* REQUIRED ACTION *
Produce a verbatim transcript of the entries below, excluding pictures.

* MATERIAL TO PROCESS *

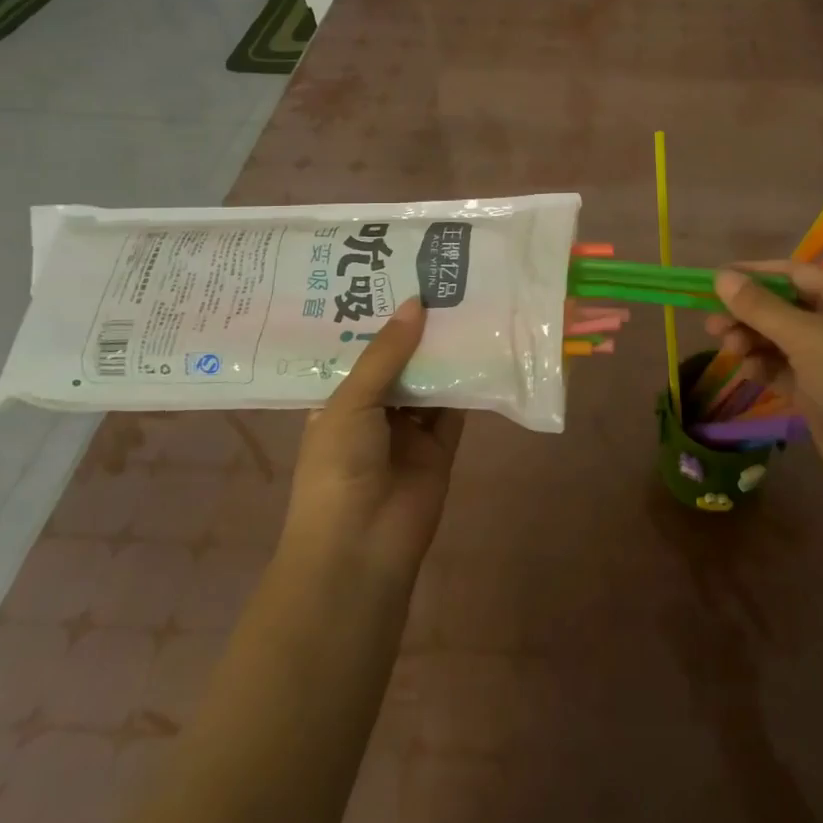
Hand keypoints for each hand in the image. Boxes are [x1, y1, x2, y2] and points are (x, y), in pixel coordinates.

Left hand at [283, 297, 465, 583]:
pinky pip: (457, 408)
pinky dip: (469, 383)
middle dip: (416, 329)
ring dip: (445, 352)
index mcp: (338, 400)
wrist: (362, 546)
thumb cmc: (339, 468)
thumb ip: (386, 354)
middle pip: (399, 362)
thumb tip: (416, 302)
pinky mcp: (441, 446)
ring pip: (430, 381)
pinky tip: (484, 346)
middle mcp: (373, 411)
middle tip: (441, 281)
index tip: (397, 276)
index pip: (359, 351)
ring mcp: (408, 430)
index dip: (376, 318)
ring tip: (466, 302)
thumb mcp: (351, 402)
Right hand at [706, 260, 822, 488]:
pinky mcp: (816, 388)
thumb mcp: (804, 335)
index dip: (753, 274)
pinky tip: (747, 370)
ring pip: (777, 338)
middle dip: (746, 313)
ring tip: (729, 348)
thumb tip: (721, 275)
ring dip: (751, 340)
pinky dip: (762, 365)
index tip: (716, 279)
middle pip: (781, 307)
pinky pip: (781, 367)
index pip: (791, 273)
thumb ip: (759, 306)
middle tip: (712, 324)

* REPLY *
Hand keypoints for each hand in the image. Boxes are [x1, y1, x2, y2] and points are (x, y), in pixel coordinates.

Left hand at [283, 297, 465, 583]:
pinky pip: (457, 408)
pinky dip: (469, 383)
middle dip: (416, 329)
ring dip: (445, 352)
index mcp: (338, 400)
wrist: (362, 546)
thumb cmc: (339, 468)
thumb ip: (386, 354)
middle pip: (399, 362)
thumb tip: (416, 302)
pinky mcp: (441, 446)
ring pip: (430, 381)
pinky tip: (484, 346)
middle mcp: (373, 411)
middle tip: (441, 281)
index tip: (397, 276)
index pip: (359, 351)
ring mcp: (408, 430)
index dip: (376, 318)
ring tip: (466, 302)
thumb mcp: (351, 402)
Right hand at [706, 260, 822, 488]:
pinky mcp: (816, 388)
thumb mcp: (804, 335)
index dip: (753, 274)
pinky tip: (747, 370)
ring pip: (777, 338)
middle dip: (746, 313)
ring tip: (729, 348)
thumb tip: (721, 275)
ring dip: (751, 340)
pinky dip: (762, 365)
index tip: (716, 279)
middle pip: (781, 307)
pinky pip: (781, 367)
index pip: (791, 273)
thumb ip: (759, 306)
middle tip: (712, 324)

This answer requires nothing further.